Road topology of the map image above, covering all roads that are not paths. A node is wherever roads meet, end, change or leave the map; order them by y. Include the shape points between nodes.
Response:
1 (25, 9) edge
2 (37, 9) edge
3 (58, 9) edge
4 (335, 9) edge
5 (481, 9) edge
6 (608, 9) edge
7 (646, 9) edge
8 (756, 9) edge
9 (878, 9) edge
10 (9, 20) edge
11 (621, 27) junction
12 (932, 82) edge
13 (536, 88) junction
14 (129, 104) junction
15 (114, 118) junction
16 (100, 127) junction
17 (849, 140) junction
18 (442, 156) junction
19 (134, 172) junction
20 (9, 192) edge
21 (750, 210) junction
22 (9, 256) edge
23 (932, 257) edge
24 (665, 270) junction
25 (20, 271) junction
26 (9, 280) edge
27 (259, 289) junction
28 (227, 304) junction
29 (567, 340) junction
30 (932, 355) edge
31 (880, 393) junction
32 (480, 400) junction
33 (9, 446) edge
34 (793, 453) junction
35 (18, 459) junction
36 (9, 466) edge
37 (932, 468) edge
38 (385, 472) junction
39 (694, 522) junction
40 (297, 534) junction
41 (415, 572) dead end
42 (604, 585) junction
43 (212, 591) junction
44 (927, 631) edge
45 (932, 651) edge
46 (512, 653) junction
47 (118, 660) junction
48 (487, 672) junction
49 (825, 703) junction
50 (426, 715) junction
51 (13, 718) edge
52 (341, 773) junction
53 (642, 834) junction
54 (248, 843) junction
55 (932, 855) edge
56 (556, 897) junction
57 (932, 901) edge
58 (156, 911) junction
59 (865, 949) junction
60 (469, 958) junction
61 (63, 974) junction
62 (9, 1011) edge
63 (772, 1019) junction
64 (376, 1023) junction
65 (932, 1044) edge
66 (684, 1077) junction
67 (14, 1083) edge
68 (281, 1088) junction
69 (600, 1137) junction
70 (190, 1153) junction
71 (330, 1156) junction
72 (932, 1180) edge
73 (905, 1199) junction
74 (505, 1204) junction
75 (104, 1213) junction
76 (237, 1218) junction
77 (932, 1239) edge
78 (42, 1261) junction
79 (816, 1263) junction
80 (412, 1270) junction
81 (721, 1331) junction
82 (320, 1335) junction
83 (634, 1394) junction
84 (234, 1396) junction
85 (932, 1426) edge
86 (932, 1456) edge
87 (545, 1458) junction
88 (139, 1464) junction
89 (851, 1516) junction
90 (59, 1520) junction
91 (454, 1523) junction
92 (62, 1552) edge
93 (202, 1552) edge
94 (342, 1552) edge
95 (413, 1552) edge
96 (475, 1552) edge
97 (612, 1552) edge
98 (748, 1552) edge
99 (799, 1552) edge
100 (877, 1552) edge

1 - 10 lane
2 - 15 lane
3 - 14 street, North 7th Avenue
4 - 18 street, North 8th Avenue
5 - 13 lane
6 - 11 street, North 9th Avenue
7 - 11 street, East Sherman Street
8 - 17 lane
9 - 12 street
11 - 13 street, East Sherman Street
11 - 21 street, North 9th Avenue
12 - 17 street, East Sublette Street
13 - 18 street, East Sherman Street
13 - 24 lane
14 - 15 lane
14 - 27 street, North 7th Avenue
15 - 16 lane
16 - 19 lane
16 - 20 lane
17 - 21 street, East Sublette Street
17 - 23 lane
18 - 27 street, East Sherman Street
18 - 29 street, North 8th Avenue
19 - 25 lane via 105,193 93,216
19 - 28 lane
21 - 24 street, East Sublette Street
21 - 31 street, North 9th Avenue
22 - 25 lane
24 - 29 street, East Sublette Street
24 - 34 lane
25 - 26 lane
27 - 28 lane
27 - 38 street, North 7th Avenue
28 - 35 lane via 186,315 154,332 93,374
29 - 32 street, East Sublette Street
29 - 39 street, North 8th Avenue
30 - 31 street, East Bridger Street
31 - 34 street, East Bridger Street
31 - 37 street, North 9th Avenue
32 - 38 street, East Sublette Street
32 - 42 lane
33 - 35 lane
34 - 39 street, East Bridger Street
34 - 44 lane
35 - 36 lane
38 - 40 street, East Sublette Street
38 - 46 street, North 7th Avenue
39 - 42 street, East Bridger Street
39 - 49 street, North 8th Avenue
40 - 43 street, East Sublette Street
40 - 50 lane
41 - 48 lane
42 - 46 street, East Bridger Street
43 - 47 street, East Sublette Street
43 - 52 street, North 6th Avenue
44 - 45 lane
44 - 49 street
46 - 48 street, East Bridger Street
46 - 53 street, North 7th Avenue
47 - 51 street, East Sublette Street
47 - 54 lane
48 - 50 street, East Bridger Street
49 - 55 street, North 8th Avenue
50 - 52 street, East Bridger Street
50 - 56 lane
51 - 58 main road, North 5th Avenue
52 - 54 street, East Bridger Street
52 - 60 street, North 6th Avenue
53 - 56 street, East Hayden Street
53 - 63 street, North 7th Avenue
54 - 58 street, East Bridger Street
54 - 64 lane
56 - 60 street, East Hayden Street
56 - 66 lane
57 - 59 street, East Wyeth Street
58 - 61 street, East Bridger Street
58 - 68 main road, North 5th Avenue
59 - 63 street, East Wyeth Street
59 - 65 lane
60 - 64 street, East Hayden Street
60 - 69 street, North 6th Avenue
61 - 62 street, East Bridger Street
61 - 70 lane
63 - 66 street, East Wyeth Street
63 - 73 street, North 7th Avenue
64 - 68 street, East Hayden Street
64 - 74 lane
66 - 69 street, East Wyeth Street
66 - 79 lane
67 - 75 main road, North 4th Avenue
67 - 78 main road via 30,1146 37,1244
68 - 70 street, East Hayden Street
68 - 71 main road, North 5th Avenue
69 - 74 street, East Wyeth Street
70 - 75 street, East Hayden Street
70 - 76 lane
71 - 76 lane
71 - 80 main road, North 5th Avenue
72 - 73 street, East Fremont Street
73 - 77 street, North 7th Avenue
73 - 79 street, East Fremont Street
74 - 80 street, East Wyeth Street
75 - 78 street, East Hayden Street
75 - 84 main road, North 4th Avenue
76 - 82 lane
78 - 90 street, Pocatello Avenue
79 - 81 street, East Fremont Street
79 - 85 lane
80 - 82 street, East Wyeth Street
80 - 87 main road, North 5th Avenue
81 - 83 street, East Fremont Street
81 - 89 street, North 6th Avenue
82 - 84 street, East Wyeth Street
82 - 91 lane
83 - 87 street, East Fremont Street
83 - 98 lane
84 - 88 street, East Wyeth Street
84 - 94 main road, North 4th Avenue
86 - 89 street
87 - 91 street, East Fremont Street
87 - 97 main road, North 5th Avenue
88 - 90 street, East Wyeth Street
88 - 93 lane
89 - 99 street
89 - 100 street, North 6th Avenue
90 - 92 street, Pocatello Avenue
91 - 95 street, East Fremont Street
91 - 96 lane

---*---

■ **Exercise directions**: Each line of the listing that holds the string "Sublette" counts once; state how many there are, with nothing added.

■ **Output for this exercise**: 10